3 abr. 2007

Genialidad automática


Para que yo corte la seguidilla de bandas under que agrupé bajo la amable etiqueta de joyas, tiene que pasar o haber pasado algo bastante interesante. Y sí, ese algo pasará más pronto que tarde. Es que durante este 2007, presuntamente en abril, el genial y por demás prolífico John Anthony Frusciante nos deleitará con la parte 2 de una joya que tuvo su alucinante comienzo en agosto de 2004: Ataxia. Allá, hace dos años y medio atrás, el bueno de Frusciante estaba en medio de su correntada compositiva más significativa, aquella que nos trajo seis discos en seis meses. Ya se había reunido con el multiinstrumentista Josh Klinghoffer y estaba por editar Shadows Collide With People y The Will To Death cuando se encontró con Joe Lally, bajista de los geniales Fugazi, y le ofreció ocupar ese rol en estas presentaciones. Pero de repente el siempre impulsivo (y siempre genial) John se dio cuenta allí, en ese momento, que necesitaba nuevas músicas y no usar a Lally sólo como sesionista. Su creatividad y el talento de sus compañeros lo inspiraron a crear de la misma manera en que lo venía haciendo hasta allí: despreocupadamente. Haciendo sólo música por el placer de ésta, sin planes ni preconceptos.

Así, con la improvisación como mayor fuerza compositiva, nació Ataxia, o Frusciante-Lally-Klinghoffer. La idea era simple: un bajo repetitivo y ordenado ensamblando largas discurrencias de guitarra y batería.
Ataxia, en griego, es "desorden". El concepto era éste, entonces: desordenar para crear algo ruptural, nuevo.
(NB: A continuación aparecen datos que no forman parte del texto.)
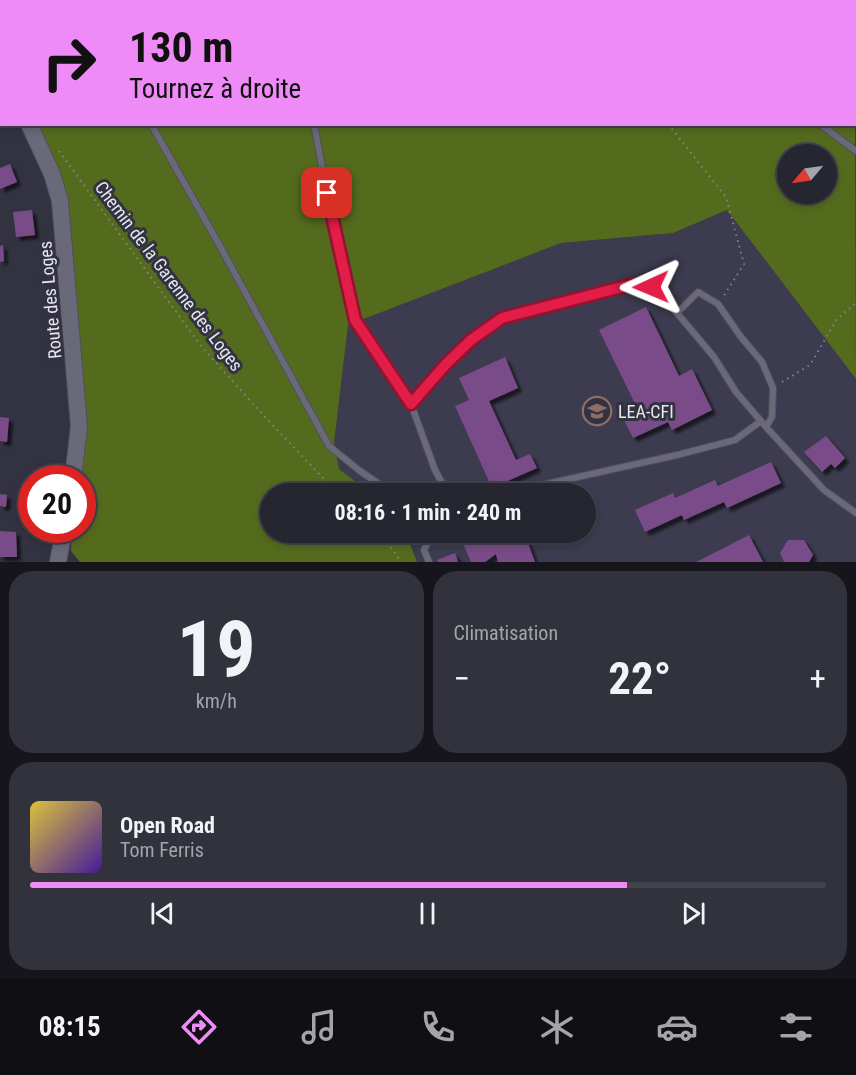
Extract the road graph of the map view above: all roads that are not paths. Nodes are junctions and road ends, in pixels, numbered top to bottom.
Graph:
1 (30, 126) edge
2 (152, 126) edge
3 (314, 126) edge
4 (823, 126) edge
5 (856, 151) edge
6 (677, 313) junction
7 (411, 404) junction
8 (763, 424) junction
9 (75, 465) edge
10 (378, 483) edge
11 (442, 483) edge
12 (551, 483) edge
13 (856, 513) edge
14 (62, 543) edge
15 (428, 543) edge
16 (58, 562) edge
17 (429, 562) edge

1 - 9 street, Route des Loges
2 - 10 lane
3 - 7 lane
4 - 5 lane
6 - 7 lane
6 - 8 lane
6 - 8 lane
7 - 11 lane
8 - 12 lane
8 - 13 lane
14 - 16 street
15 - 17 lane

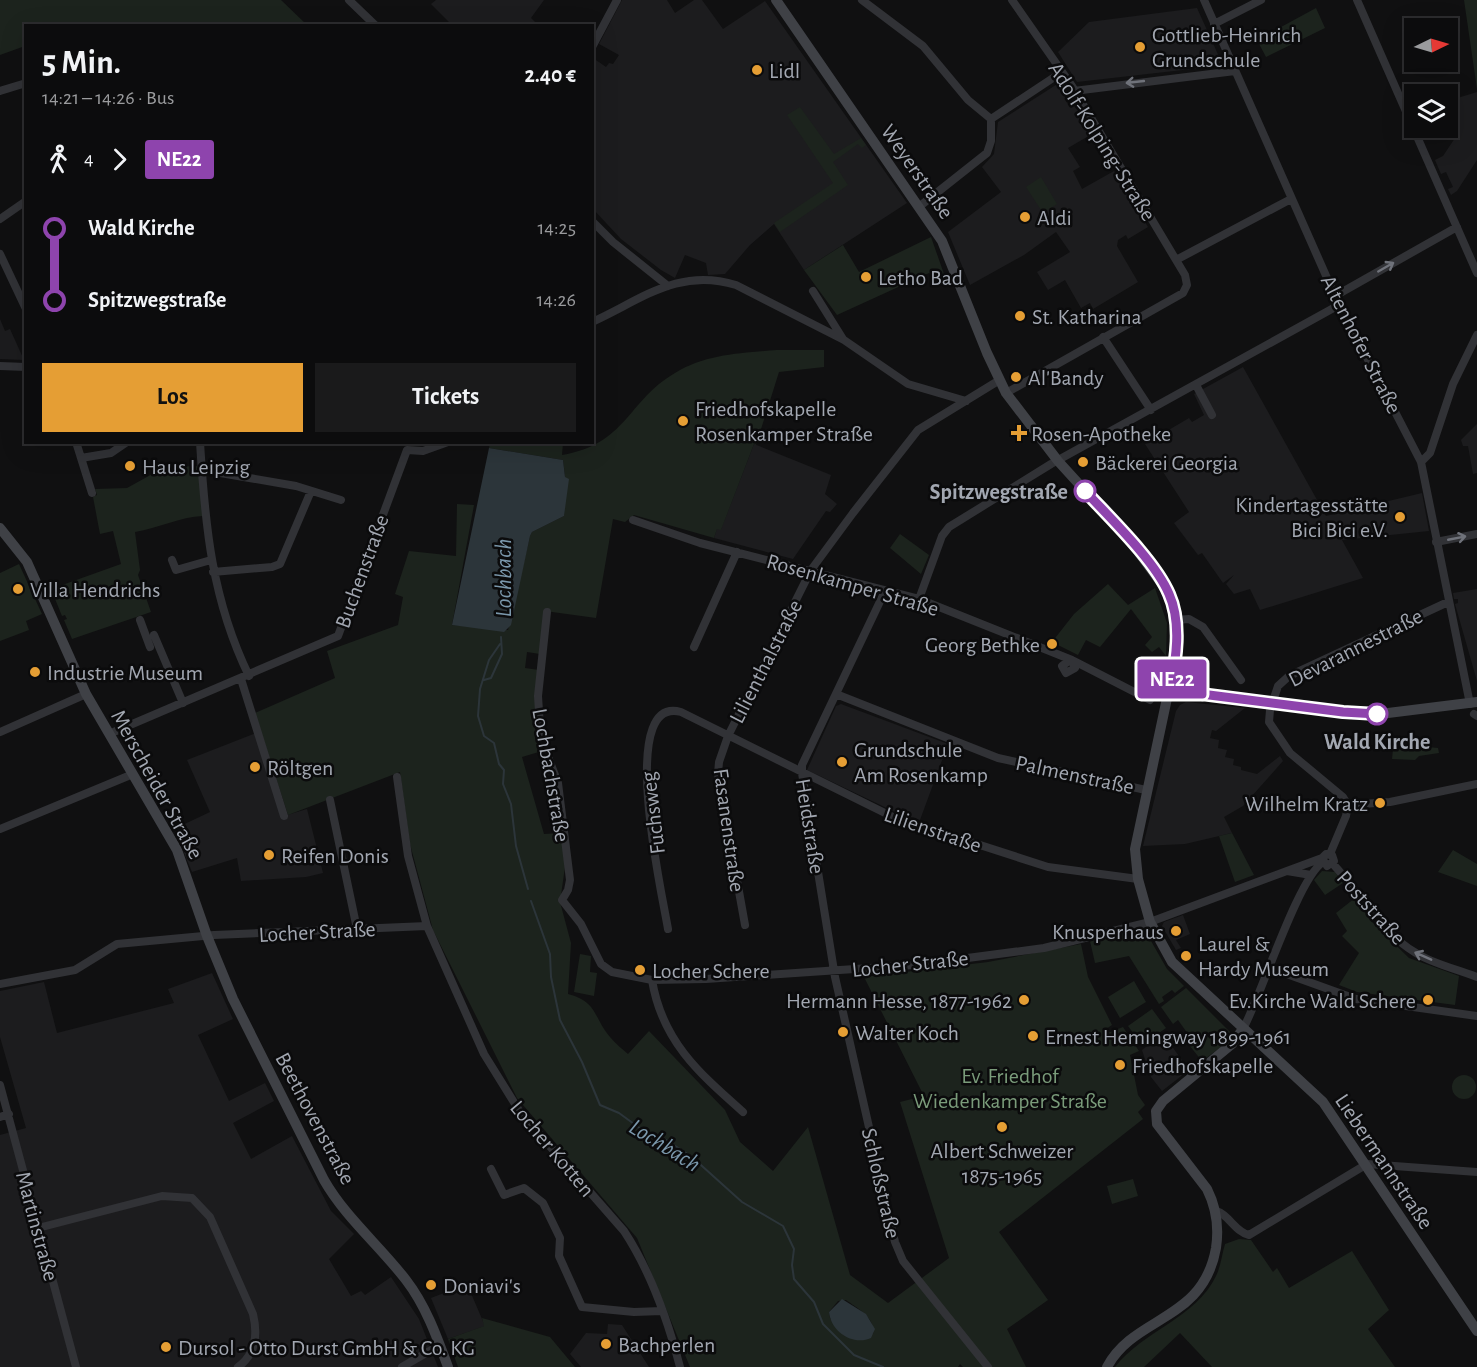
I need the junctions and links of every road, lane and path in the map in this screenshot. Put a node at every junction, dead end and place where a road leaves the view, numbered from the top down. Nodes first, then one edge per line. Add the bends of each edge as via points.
1 (349, 0) edge
2 (617, 0) edge
3 (776, 0) edge
4 (862, 0) edge
5 (1012, 0) edge
6 (1204, 0) edge
7 (1261, 0) edge
8 (1357, 0) edge
9 (374, 24) edge
10 (1214, 24) junction
11 (594, 43) edge
12 (1235, 71) junction
13 (1062, 72) junction
14 (24, 84) edge
15 (1074, 91) junction
16 (0, 92) edge
17 (991, 118) junction
18 (1291, 199) junction
19 (24, 202) edge
20 (920, 206) junction
21 (0, 219) edge
22 (594, 223) edge
23 (1457, 227) junction
24 (0, 254) edge
25 (1176, 260) junction
26 (1477, 273) edge
27 (668, 286) junction
28 (813, 291) dead end
29 (1335, 296) junction
30 (1339, 304) junction
31 (24, 305) edge
32 (594, 321) edge
33 (1477, 334) edge
34 (1103, 337) junction
35 (844, 340) junction
36 (0, 366) edge
37 (24, 367) edge
38 (998, 381) junction
39 (1196, 385) junction
40 (1006, 393) junction
41 (966, 401) junction
42 (1151, 410) junction
43 (1212, 415) dead end
44 (77, 444) edge
45 (124, 444) edge
46 (200, 444) edge
47 (442, 444) edge
48 (81, 458) junction
49 (1058, 461) junction
50 (1421, 462) junction
51 (203, 470) junction
52 (311, 491) junction
53 (92, 493) dead end
54 (341, 500) dead end
55 (633, 520) dead end
56 (0, 528) edge
57 (1477, 534) edge
58 (1436, 542) junction
59 (737, 552) junction
60 (172, 560) dead end
61 (211, 560) junction
62 (811, 570) junction
63 (213, 572) junction
64 (885, 591) junction
65 (919, 599) junction
66 (1448, 602) junction
67 (547, 612) dead end
68 (140, 620) dead end
69 (1175, 620) junction
70 (153, 635) dead end
71 (154, 645) junction
72 (694, 647) dead end
73 (141, 651) dead end
74 (245, 677) junction
75 (1240, 680) dead end
76 (1170, 690) junction
77 (86, 694) junction
78 (836, 694) junction
79 (1150, 700) dead end
80 (1272, 702) junction
81 (183, 703) junction
82 (1475, 709) edge
83 (675, 710) joint
84 (0, 732) edge
85 (109, 734) junction
86 (728, 736) junction
87 (133, 774) junction
88 (802, 774) junction
89 (397, 777) dead end
90 (1477, 784) edge
91 (1146, 790) junction
92 (330, 800) dead end
93 (1348, 805) junction
94 (284, 816) dead end
95 (0, 829) edge
96 (1330, 854) junction
97 (1323, 860) junction
98 (1333, 864) junction
99 (1285, 870) junction
100 (1311, 875) junction
101 (1138, 879) junction
102 (562, 900) joint
103 (1150, 922) junction
104 (746, 925) dead end
105 (427, 926) junction
106 (357, 929) junction
107 (668, 929) dead end
108 (207, 936) junction
109 (1270, 968) junction
110 (834, 971) junction
111 (1477, 977) edge
112 (652, 980) junction
113 (0, 984) edge
114 (1477, 1016) edge
115 (1243, 1029) junction
116 (0, 1085) edge
117 (743, 1112) dead end
118 (9, 1114) junction
119 (0, 1117) edge
120 (1367, 1164) junction
121 (491, 1169) dead end
122 (1477, 1172) edge
123 (1214, 1210) junction
124 (38, 1228) junction
125 (662, 1311) junction
126 (1477, 1331) edge
127 (440, 1345) junction
128 (76, 1367) edge
129 (238, 1367) edge
130 (402, 1367) edge
131 (448, 1367) edge
132 (680, 1367) edge
133 (988, 1367) edge
134 (1107, 1367) edge

1 - 9 street
2 - 11 street
3 - 20 main road, Weyerstraße
4 - 17 street via 922,46 968,100
5 - 13 street, Adolf-Kolping-Straße
6 - 10 street, Altenhofer Straße
7 - 10 street
8 - 23 street
10 - 12 street, Altenhofer Straße
12 -> 15 street
12 - 18 street, Altenhofer Straße
13 - 15 street, Adolf-Kolping-Straße
13 - 17 street
14 - 16 street
15 - 25 street, Adolf-Kolping-Straße
17 - 20 street via 987,153
18 - 25 street
18 - 29 street, Altenhofer Straße
19 - 21 street
20 - 38 main road, Weyerstraße via 950,259
22 - 27 street
23 - 26 street
29 -> 23 street
24 - 31 street
25 - 34 street, Adolf-Kolping-Straße via 1185,275 1187,285 1183,292
27 - 32 street via 647,292
27 - 35 street via 713,279 736,285
28 - 35 street
29 - 30 street, Altenhofer Straße
30 - 39 street
30 - 50 street, Altenhofer Straße
33 - 50 street via 1453,384 1430,453
34 - 40 street
34 - 42 street
35 - 41 street via 908,384
36 - 37 street
38 - 40 main road, Weyerstraße
38 - 41 street, Lilienthalstraße
39 - 42 street
39 - 43 street
40 - 49 main road, Weyerstraße
41 - 62 street, Lilienthalstraße via 918,430
42 - 49 street
44 - 48 street
45 - 48 street via 111,453
46 - 51 street
47 - 74 street, Buchenstraße via 423,451 407,450 340,634
48 - 53 street
49 - 65 street via 947,529
49 - 69 main road, Weyerstraße via 1155,573 1170,595
50 - 58 street, Altenhofer Straße
51 - 52 street
51 - 61 street
52 - 54 street
52 - 63 street via 280,564
55 - 59 street, Rosenkamper Straße
56 - 77 main road, Merscheider Straße via 34,574
58 -> 57 street
58 - 66 street, Altenhofer Straße
59 - 62 street, Rosenkamper Straße
59 - 72 street
60 - 61 street via 176,570
61 - 63 street
62 - 64 street, Rosenkamper Straße
62 - 86 street, Lilienthalstraße
63 - 74 street
64 - 65 street, Rosenkamper Straße
64 - 78 street, Heidstraße
65 - 79 street, Rosenkamper Straße via 1072,660
66 - 80 street, Devarannestraße via 1289,676 1278,686
66 - 82 street, Altenhofer Straße
67 - 102 street, Lochbachstraße via 538,696 545,749 560,791 570,880
68 - 71 street
69 - 75 street via 1189,620 1203,627
69 - 76 main road, Weyerstraße
70 - 71 street
71 - 73 street
71 - 81 street
74 - 81 street, Buchenstraße
74 - 94 street
76 - 80 main road
76 - 91 main road, Liebermannstraße
77 - 84 street
77 - 85 main road, Merscheider Straße
78 - 88 street, Heidstraße via 802,765
78 - 91 street, Palmenstraße via 998,758
80 - 82 main road via 1380,714
80 - 93 street via 1269,722 1280,740 1297,760 1343,796
81 - 85 street, Buchenstraße
83 - 86 street, Lilienstraße
83 - 107 street, Fuchsweg via 656,718 645,762
85 - 87 main road, Merscheider Straße
86 - 88 street, Lilienstraße
86 - 104 street, Fasanenstraße via 718,762 718,774
87 - 95 street
87 - 108 main road, Merscheider Straße via 180,857
88 - 101 street, Lilienstraße via 893,817 1029,862
88 - 110 street, Heidstraße
89 - 105 street, Locher Kotten via 408,856
90 - 93 street via 1390,802
91 - 101 main road, Liebermannstraße via 1135,842
92 - 106 street
93 - 96 street
96 - 97 street
96 - 98 street
97 - 98 street via 1327,866
97 - 99 street, Locher Straße
97 - 100 street
111 -> 98 street, Poststraße via 1417,954 1403,944 1375,917
99 - 100 street
99 - 103 street, Locher Straße
100 - 109 street
101 - 103 main road, Liebermannstraße
102 - 112 street, Locher Straße via 581,924 606,969
103 - 110 street, Locher Straße via 1044,948
103 - 115 main road, Liebermannstraße via 1173,962
105 - 106 street, Locher Straße
105 - 125 street, Locher Kotten via 477,1039 510,1099 624,1231
106 - 108 street, Locher Straße
108 - 113 street, Locher Straße via 117,944 75,970
108 - 127 main road, Beethovenstraße via 246,1027 324,1180 411,1287
109 - 114 street via 1356,999
109 - 115 street
110 - 112 street, Locher Straße
110 - 133 street, Schloßstraße via 895,1242 903,1261
112 - 117 street via 677,1047
115 - 120 main road, Liebermannstraße via 1323,1102
115 - 123 main road via 1232,1044 1156,1111 1157,1124 1207,1189
116 - 118 street, Martinstraße
118 - 119 street
118 - 124 street, Martinstraße
120 - 122 street
120 - 123 street via 1252,1234 1243,1234
120 - 126 main road, Liebermannstraße
121 - 125 street via 504,1195 524,1188 543,1203 560,1238 559,1256 582,1307
123 - 134 main road via 1214,1258 1197,1291 1173,1313 1126,1344
124 - 128 street, Martinstraße
124 - 129 street via 162,1196 192,1198 210,1217 253,1314 255,1345
125 - 132 street, Locher Kotten
127 - 130 street
127 - 131 main road, Beethovenstraße

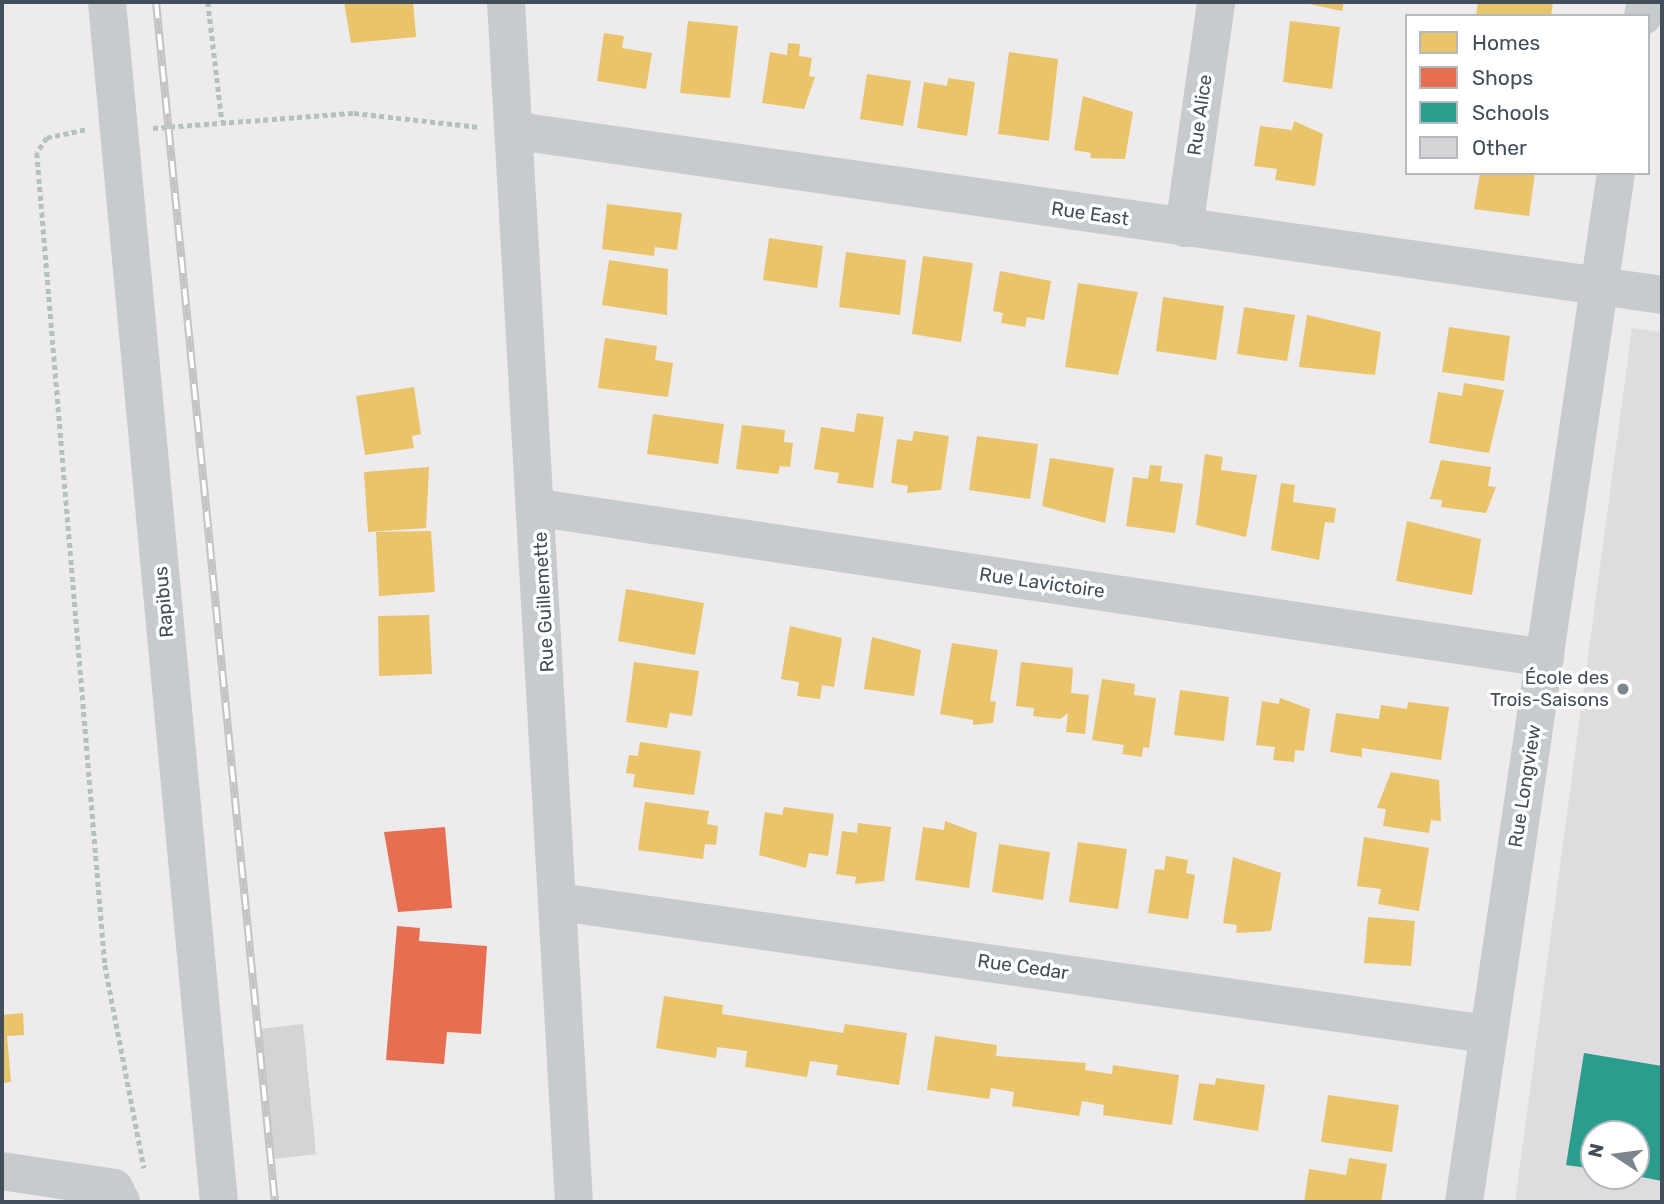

Dos semanas en febrero del 2004 bastaron para que la banda compusiera suficiente material para dos álbumes: aquel Automatic Writing de 2004 y (el próximo a editarse) Ataxia II. Rock progresivo en la vena de The Mars Volta (amigos, claro, de John), impulsivo y poderoso. La voz de Frusciante (y consecuentemente la de Lally, el otro vocalista del trío) como una especie de guía maestra que une los diversos y heterogéneos fragmentos de música en un todo alucinante y, sobre todo, viajero.

Más allá de lo genial de estos tres tipos, y de como sin expectativas pudieron lograr un disco que impacta por calidad, ambición y creatividad, todo me pone a pensar en Frusciante. Su rol como guitarrista en Red Hot Chili Peppers sigue opacando de manera constante y algo exasperante una genialidad real y tangible, y una sensibilidad poco vista en el mundo del rock. Cierto es que los Peppers son los Peppers, pero a veces resulta redundante escuchar que, mientras éstos venden millonadas y son reputados como grupo clave del rock actual, Frusciante es prácticamente ignorado por el grueso del público. No así por la crítica, lo que sigue resultando molesto. De falta de qué adolece John? Publicidad? Marketing? Probablemente.

Por suerte los que ambicionamos algo más, podemos encontrarlo a Frusciante con su frágil voz y su estrambótica guitarra, haciendo un rock para sí mismo, para el mundo y, lo que es más importante, para la música.

2 comentarios:

Bless dijo...

Excelente blog, caballero. Es difícil encontrar esas pequeñas crónicas y grandes reflexiones en un solo lugar. Reciba mis felicitaciones.
Y me quedo con su último párrafo: "Por suerte los que ambicionamos algo más, podemos encontrarlo a Frusciante con su frágil voz y su estrambótica guitarra, haciendo un rock para sí mismo, para el mundo y, lo que es más importante, para la música."

Anónimo dijo...

¿Qué importa que el grueso del público escuche o no a alguien? No entiendo por qué te molesta que Frusciante no sea tan popular. El reconocimiento público no es signo de nada, se puede ser genial y famoso o genial y desconocido. La fama no dice nada y no veo en qué sentido deba ser algo que tengamos que desearle a un artista que nos gusta. ¿Nadie lo conoce? Mejor aun! Después de todo, el grueso del público no hace sino gastar y vulgarizar a una obra, rebajarla al nivel de cliché.